Every year a branch office is required to undertake the following activities:
- Maintenance of Books of Account
- Getting Annual Accounts audited
- Filling of Annual Activity Certificate with RBI
- Filing of Annual Return and Balance sheet with Registrar of Companies
- Intimating any change in the constitution of Foreign Company to RBI & ROC
- Intimating any change in Directors of Foreign Company to RBI & ROC
- Intimating each and every change in the BRANCH office to RBI & ROC
- No additional place of business can be started unless approval is taken from RBI.
- Retail trading activities of any nature.
- Manufacturing or processing activities, directly or indirectly.
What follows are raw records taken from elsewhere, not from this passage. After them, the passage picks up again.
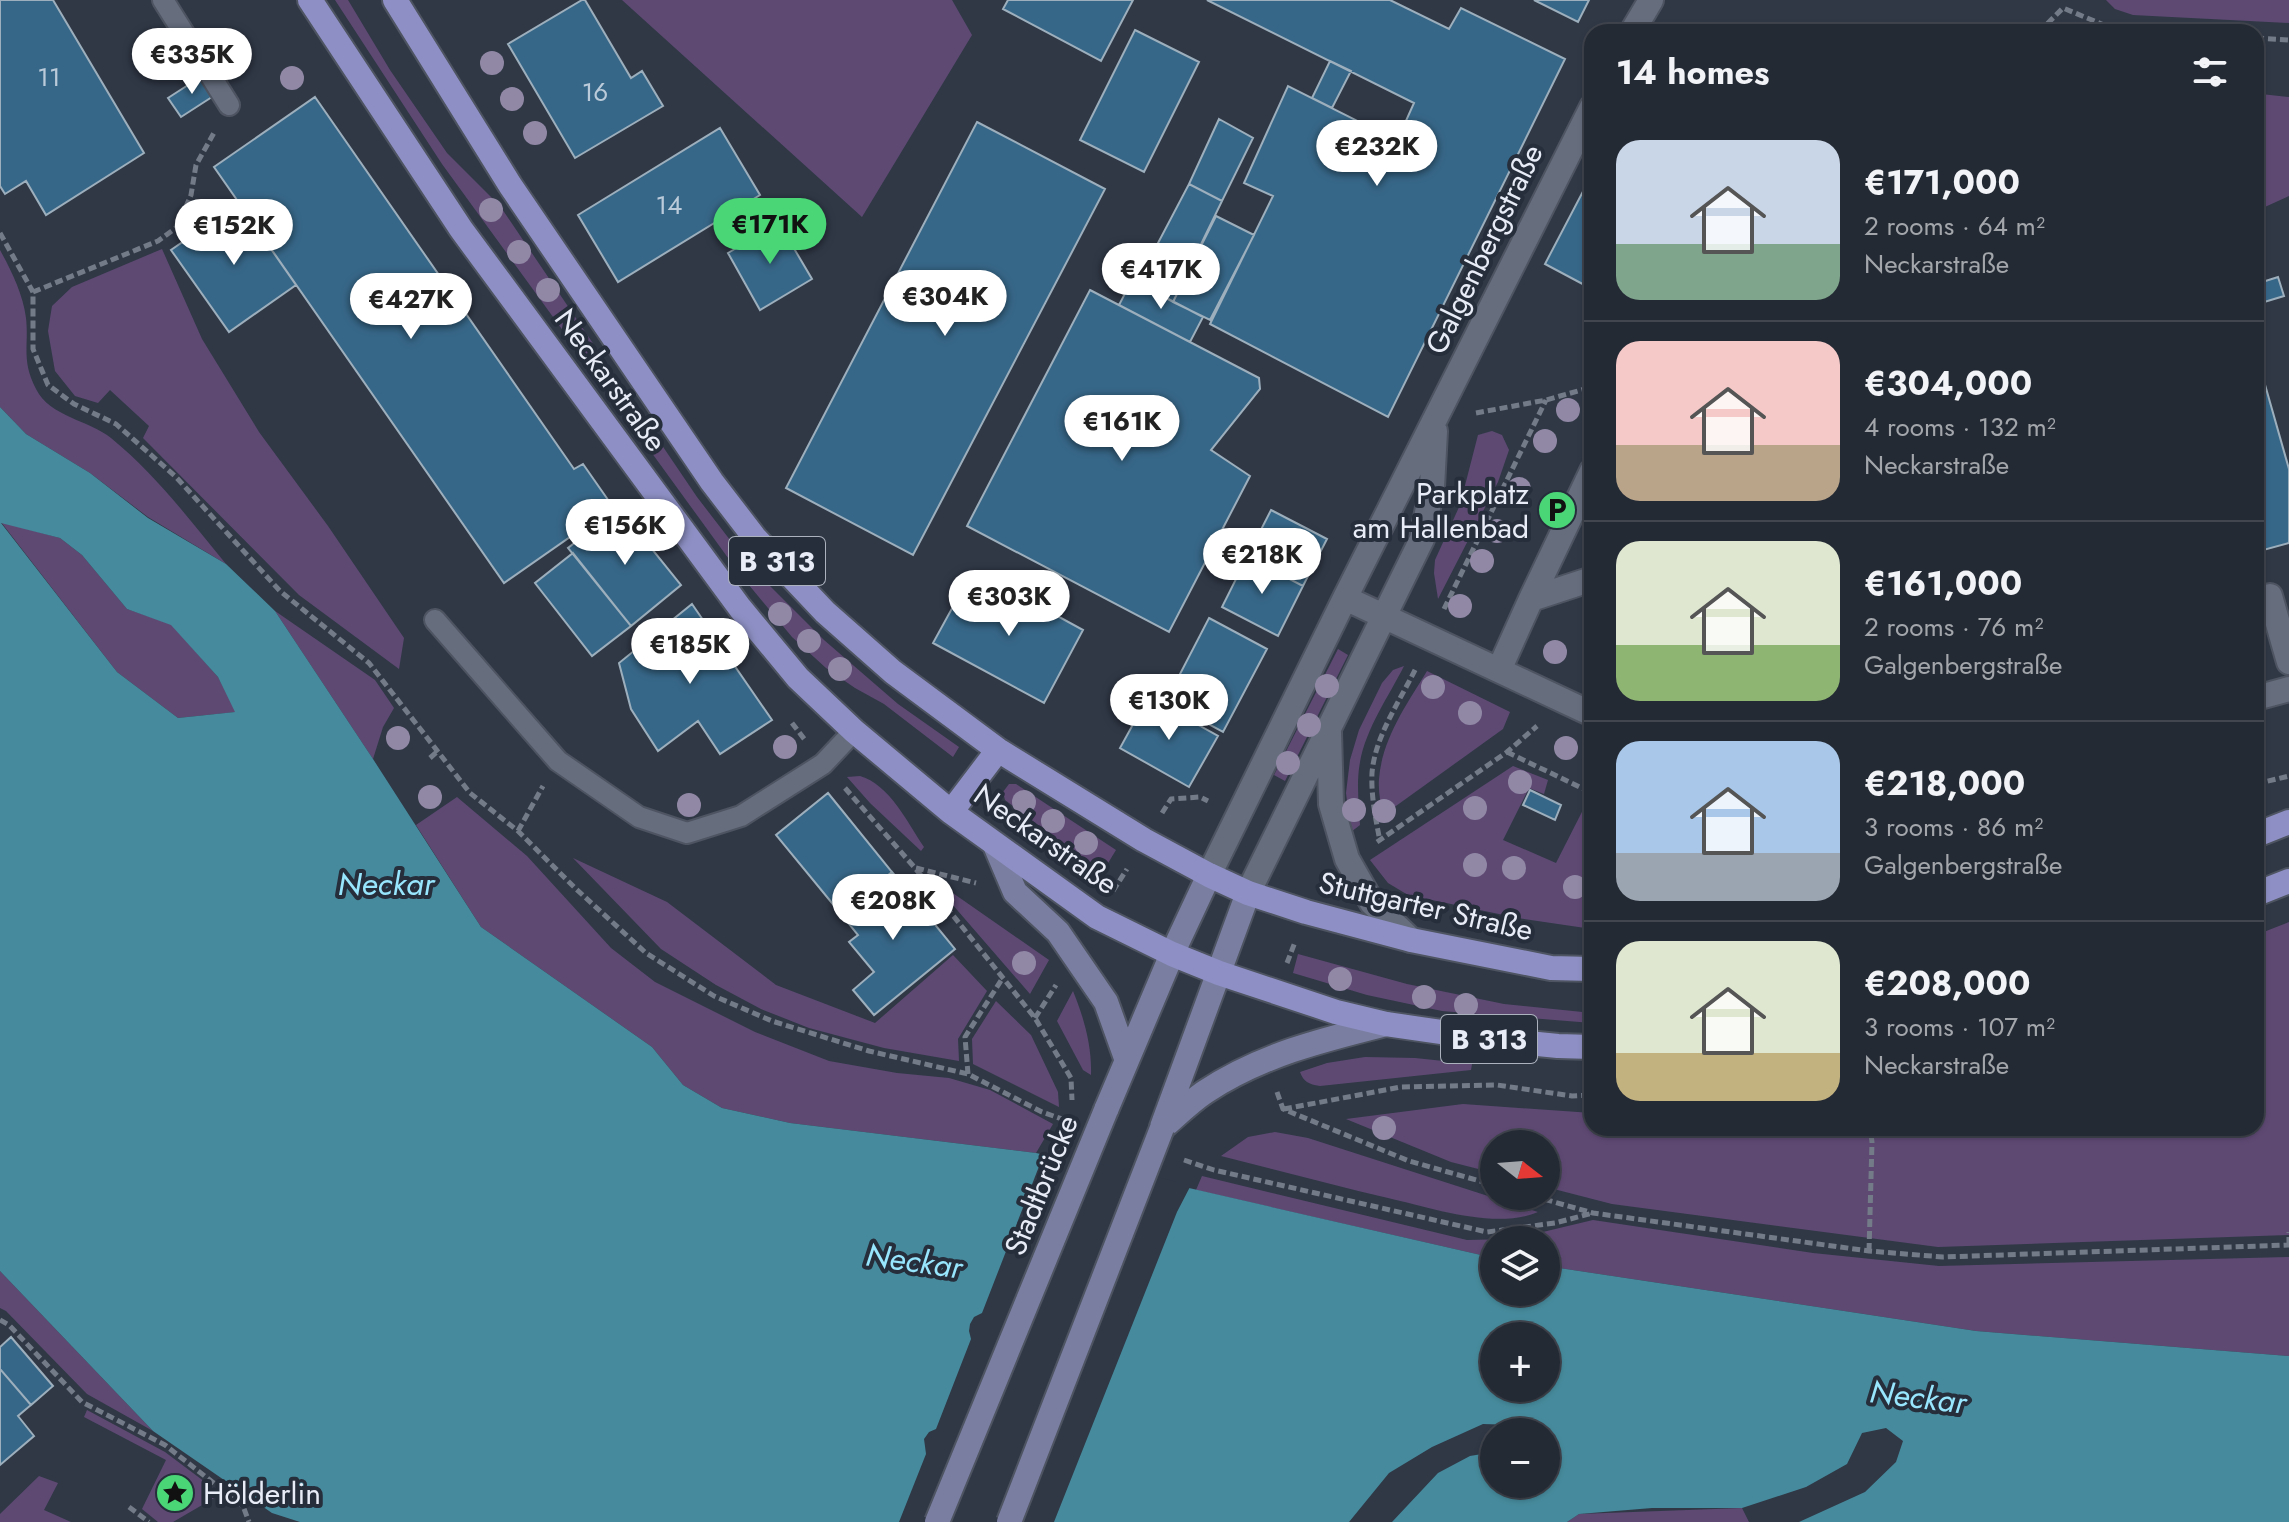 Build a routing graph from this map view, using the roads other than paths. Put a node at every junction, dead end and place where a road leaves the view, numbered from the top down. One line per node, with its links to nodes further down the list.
1 (163, 0): 6 (lane)
2 (310, 0): 22 (main road, Neckarstraße / B 313)
3 (395, 0): 23 (main road, Neckarstraße / B 313)
4 (1651, 0): 5 (street)
5 (1637, 24)
6 (229, 105)
7 (1584, 122): 8 (street, Galgenbergstraße)
8 (1435, 420): 11 (street, Galgenbergstraße); 14 (street, Galgenbergstraße)
9 (1584, 488): 13 (street)
10 (1584, 582): 13 (street)
11 (1345, 598): 14 (street); 28 (street, Galgenbergstraße)
12 (2264, 598): 16 (street)
13 (1531, 599): 17 (street)
14 (1384, 617): 17 (street); 21 (street, Galgenbergstraße)
15 (435, 620): 22 (lane)
16 (2289, 662)
17 (1499, 670): 20 (street)
18 (2289, 689): 19 (street)
19 (2264, 696)
20 (1584, 710)
21 (1329, 728): 31 (street, Galgenbergstraße); 32 (street, Galgenbergstraße)
22 (854, 731): 24 (main road, Neckarstraße / B 313)
23 (998, 750): 24 (main road); 28 (main road, Neckarstraße / B 313)
24 (951, 812): 27 (main road, Neckarstraße / B 313)
25 (2289, 822): 26 (main road)
26 (2264, 832)
27 (995, 845): 33 (main road, Neckarstraße / B 313); 38 (street)
28 (1209, 875): 31 (main road, B 313); 33 (street, Stadtbrücke)
29 (2289, 881): 30 (main road)
30 (2264, 891)
31 (1248, 893): 32 (main road, Stuttgarter Straße / B 313); 35 (street)
32 (1411, 940): 34 (main road, Stuttgarter Straße / B 313)
33 (1172, 954): 35 (main road, Neckarstraße / B 313); 38 (street, Stadtbrücke)
34 (1584, 969)
35 (1219, 973): 36 (main road, B 313); 39 (street)
36 (1386, 1024): 37 (main road, B 313); 39 (street)
37 (1584, 1047)
38 (1126, 1058): 40 (street, Stadtbrücke, bridge)
39 (1162, 1128): 41 (street, bridge)
40 (937, 1522)
41 (1009, 1522) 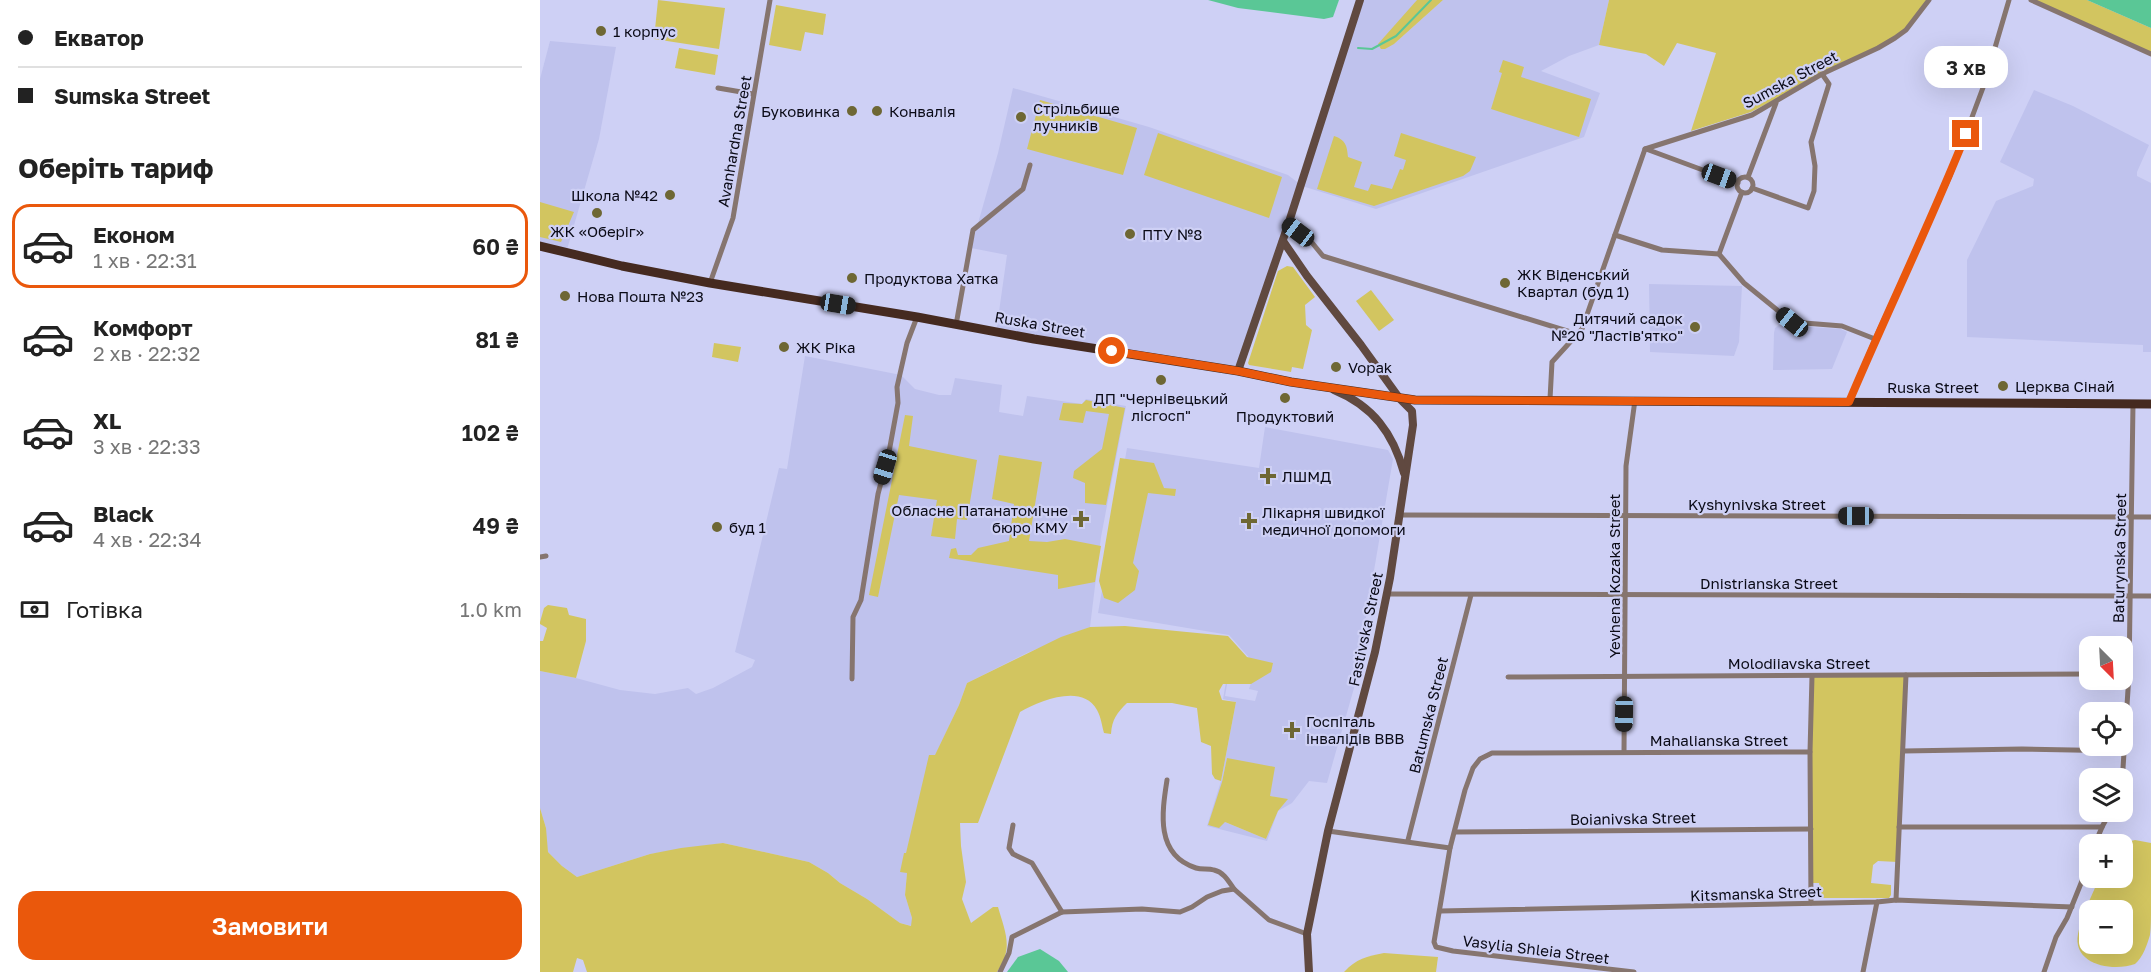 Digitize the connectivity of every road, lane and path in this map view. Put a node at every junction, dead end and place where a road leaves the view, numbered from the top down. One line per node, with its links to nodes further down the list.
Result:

RBI has given general permission to foreign companies for establishing a branch office in Special Economic Zones (SEZs) to undertake manufacturing and service activities.
Taxation rules applicable to Branch Office
The branch office will be liable to pay 40% (plus surcharges as applicable) of profits as income tax on the status of Foreign Company in India.
As per the functioning of branch office in India, it shall be liable to different indirect taxes as well, for example, if the Branch is providing technical services it shall be liable to pay service tax @ 12% (plus surcharges) and if it is selling the goods in India then it shall be liable to pay Value-added Tax (VAT) and/or Central Sales Tax (CST) at the rates prescribed for the dealt product. There is Local Body Tax (LBT) if the goods are entering the state of Maharashtra in India as few of these indirect taxes are levied by States. With the implementation of GST, the indirect tax regime in India will get simplified.